Input records:
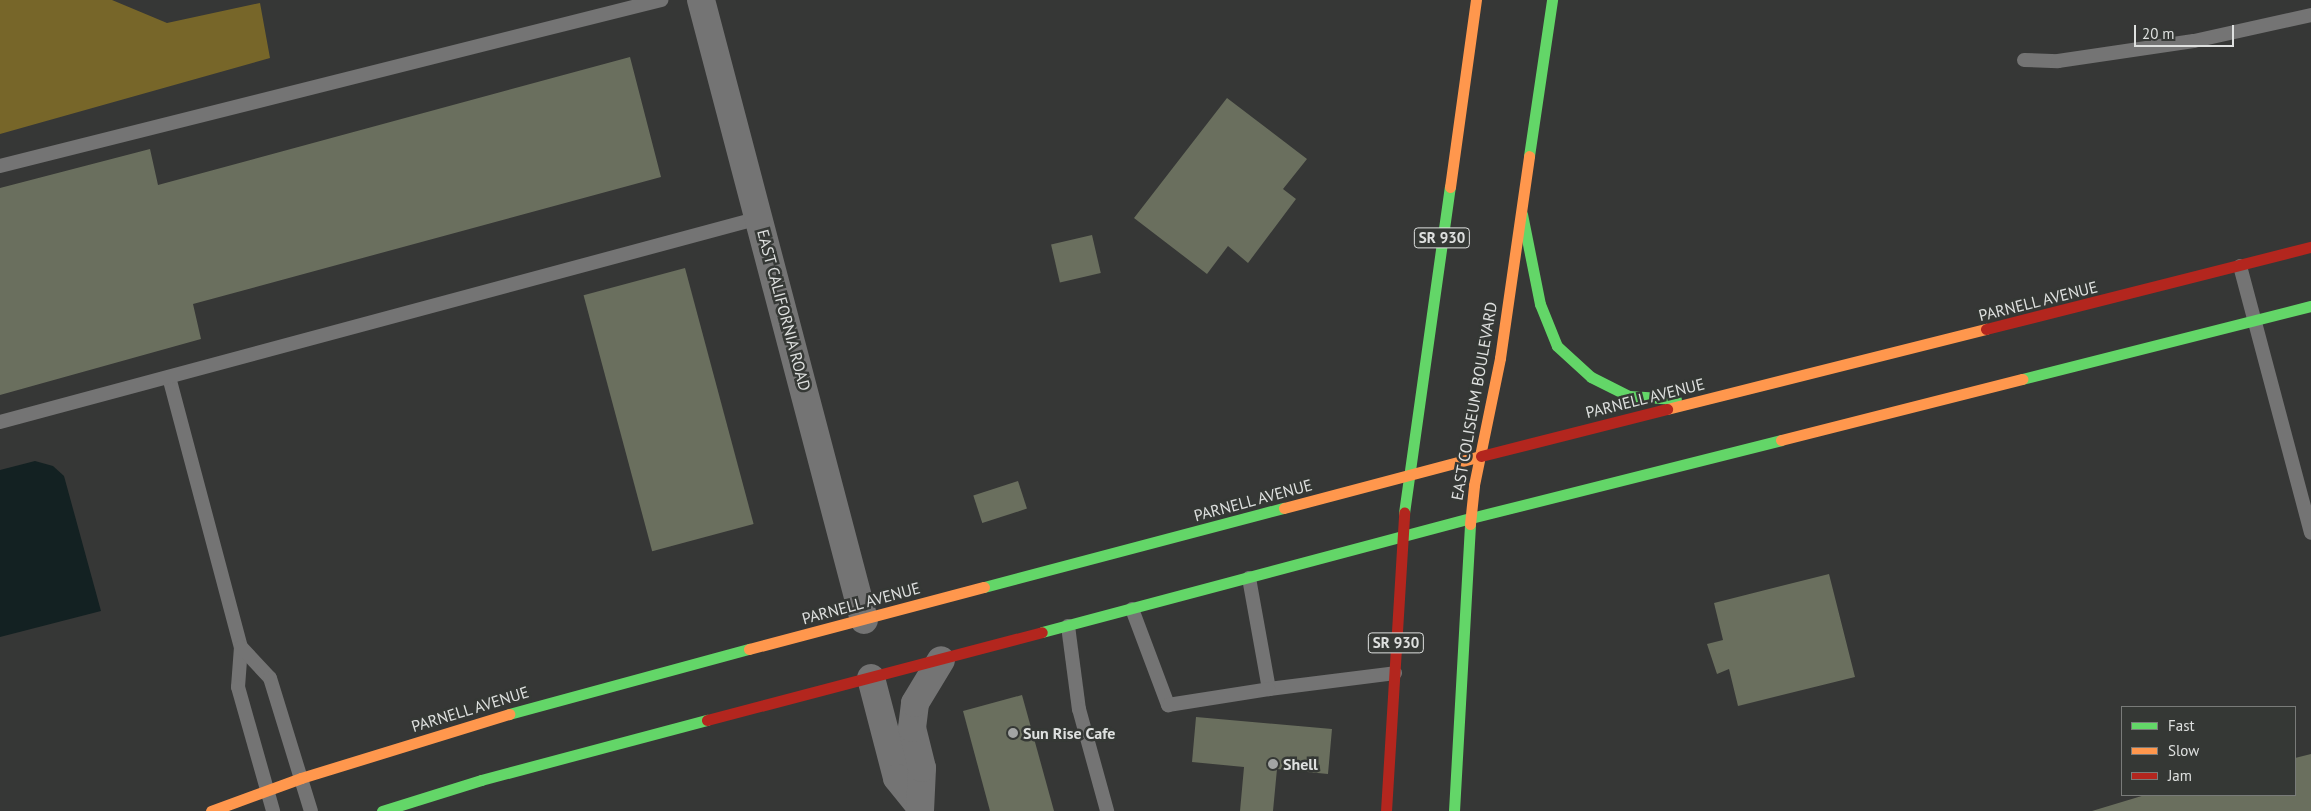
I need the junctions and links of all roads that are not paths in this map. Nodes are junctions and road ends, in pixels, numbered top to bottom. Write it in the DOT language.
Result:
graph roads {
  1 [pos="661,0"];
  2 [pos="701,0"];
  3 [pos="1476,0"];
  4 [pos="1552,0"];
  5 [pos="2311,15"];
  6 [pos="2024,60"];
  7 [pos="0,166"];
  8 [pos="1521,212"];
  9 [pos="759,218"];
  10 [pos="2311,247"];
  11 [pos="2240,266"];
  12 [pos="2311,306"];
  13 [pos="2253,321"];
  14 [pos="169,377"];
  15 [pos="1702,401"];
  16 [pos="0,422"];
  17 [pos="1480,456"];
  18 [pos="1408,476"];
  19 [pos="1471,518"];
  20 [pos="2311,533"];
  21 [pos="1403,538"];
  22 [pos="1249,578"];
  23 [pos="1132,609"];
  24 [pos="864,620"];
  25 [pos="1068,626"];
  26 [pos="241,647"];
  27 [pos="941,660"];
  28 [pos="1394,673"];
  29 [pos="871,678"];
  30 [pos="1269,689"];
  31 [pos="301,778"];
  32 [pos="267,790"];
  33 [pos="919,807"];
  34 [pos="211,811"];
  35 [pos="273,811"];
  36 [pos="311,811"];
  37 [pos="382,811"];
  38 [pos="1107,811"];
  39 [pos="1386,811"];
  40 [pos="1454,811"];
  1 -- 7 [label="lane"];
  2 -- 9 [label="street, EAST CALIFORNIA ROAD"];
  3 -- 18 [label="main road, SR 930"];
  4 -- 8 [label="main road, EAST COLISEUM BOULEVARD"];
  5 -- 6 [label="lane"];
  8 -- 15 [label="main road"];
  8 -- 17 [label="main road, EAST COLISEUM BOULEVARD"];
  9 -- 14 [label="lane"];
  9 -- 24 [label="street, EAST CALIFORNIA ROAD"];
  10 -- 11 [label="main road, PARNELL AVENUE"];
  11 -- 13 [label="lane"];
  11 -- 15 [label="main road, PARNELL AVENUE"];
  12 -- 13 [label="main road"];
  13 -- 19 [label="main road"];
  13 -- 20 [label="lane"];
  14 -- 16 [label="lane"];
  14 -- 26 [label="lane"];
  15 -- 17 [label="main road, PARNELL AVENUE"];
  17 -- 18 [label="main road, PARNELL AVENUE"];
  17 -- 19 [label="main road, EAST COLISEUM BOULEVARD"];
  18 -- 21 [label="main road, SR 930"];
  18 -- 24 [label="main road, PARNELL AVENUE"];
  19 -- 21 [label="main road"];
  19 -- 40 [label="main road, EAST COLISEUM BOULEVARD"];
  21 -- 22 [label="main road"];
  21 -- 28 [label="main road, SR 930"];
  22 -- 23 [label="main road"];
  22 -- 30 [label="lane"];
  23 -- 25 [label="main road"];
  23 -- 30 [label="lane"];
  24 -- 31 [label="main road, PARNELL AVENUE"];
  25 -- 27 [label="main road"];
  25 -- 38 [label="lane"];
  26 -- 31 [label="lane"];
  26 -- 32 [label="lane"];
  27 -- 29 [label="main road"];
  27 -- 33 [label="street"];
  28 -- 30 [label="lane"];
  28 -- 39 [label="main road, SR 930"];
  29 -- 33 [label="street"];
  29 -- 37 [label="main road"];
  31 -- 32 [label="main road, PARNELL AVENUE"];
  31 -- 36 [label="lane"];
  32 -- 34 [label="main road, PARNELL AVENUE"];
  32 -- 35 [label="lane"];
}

Directions for this task:
Only the pictures are to be omitted; the records above must otherwise be reproduced exactly.

Output:
I need the junctions and links of all roads that are not paths in this map. Nodes are junctions and road ends, in pixels, numbered top to bottom. Write it in the DOT language.
Result:
graph roads {
  1 [pos="661,0"];
  2 [pos="701,0"];
  3 [pos="1476,0"];
  4 [pos="1552,0"];
  5 [pos="2311,15"];
  6 [pos="2024,60"];
  7 [pos="0,166"];
  8 [pos="1521,212"];
  9 [pos="759,218"];
  10 [pos="2311,247"];
  11 [pos="2240,266"];
  12 [pos="2311,306"];
  13 [pos="2253,321"];
  14 [pos="169,377"];
  15 [pos="1702,401"];
  16 [pos="0,422"];
  17 [pos="1480,456"];
  18 [pos="1408,476"];
  19 [pos="1471,518"];
  20 [pos="2311,533"];
  21 [pos="1403,538"];
  22 [pos="1249,578"];
  23 [pos="1132,609"];
  24 [pos="864,620"];
  25 [pos="1068,626"];
  26 [pos="241,647"];
  27 [pos="941,660"];
  28 [pos="1394,673"];
  29 [pos="871,678"];
  30 [pos="1269,689"];
  31 [pos="301,778"];
  32 [pos="267,790"];
  33 [pos="919,807"];
  34 [pos="211,811"];
  35 [pos="273,811"];
  36 [pos="311,811"];
  37 [pos="382,811"];
  38 [pos="1107,811"];
  39 [pos="1386,811"];
  40 [pos="1454,811"];
  1 -- 7 [label="lane"];
  2 -- 9 [label="street, EAST CALIFORNIA ROAD"];
  3 -- 18 [label="main road, SR 930"];
  4 -- 8 [label="main road, EAST COLISEUM BOULEVARD"];
  5 -- 6 [label="lane"];
  8 -- 15 [label="main road"];
  8 -- 17 [label="main road, EAST COLISEUM BOULEVARD"];
  9 -- 14 [label="lane"];
  9 -- 24 [label="street, EAST CALIFORNIA ROAD"];
  10 -- 11 [label="main road, PARNELL AVENUE"];
  11 -- 13 [label="lane"];
  11 -- 15 [label="main road, PARNELL AVENUE"];
  12 -- 13 [label="main road"];
  13 -- 19 [label="main road"];
  13 -- 20 [label="lane"];
  14 -- 16 [label="lane"];
  14 -- 26 [label="lane"];
  15 -- 17 [label="main road, PARNELL AVENUE"];
  17 -- 18 [label="main road, PARNELL AVENUE"];
  17 -- 19 [label="main road, EAST COLISEUM BOULEVARD"];
  18 -- 21 [label="main road, SR 930"];
  18 -- 24 [label="main road, PARNELL AVENUE"];
  19 -- 21 [label="main road"];
  19 -- 40 [label="main road, EAST COLISEUM BOULEVARD"];
  21 -- 22 [label="main road"];
  21 -- 28 [label="main road, SR 930"];
  22 -- 23 [label="main road"];
  22 -- 30 [label="lane"];
  23 -- 25 [label="main road"];
  23 -- 30 [label="lane"];
  24 -- 31 [label="main road, PARNELL AVENUE"];
  25 -- 27 [label="main road"];
  25 -- 38 [label="lane"];
  26 -- 31 [label="lane"];
  26 -- 32 [label="lane"];
  27 -- 29 [label="main road"];
  27 -- 33 [label="street"];
  28 -- 30 [label="lane"];
  28 -- 39 [label="main road, SR 930"];
  29 -- 33 [label="street"];
  29 -- 37 [label="main road"];
  31 -- 32 [label="main road, PARNELL AVENUE"];
  31 -- 36 [label="lane"];
  32 -- 34 [label="main road, PARNELL AVENUE"];
  32 -- 35 [label="lane"];
}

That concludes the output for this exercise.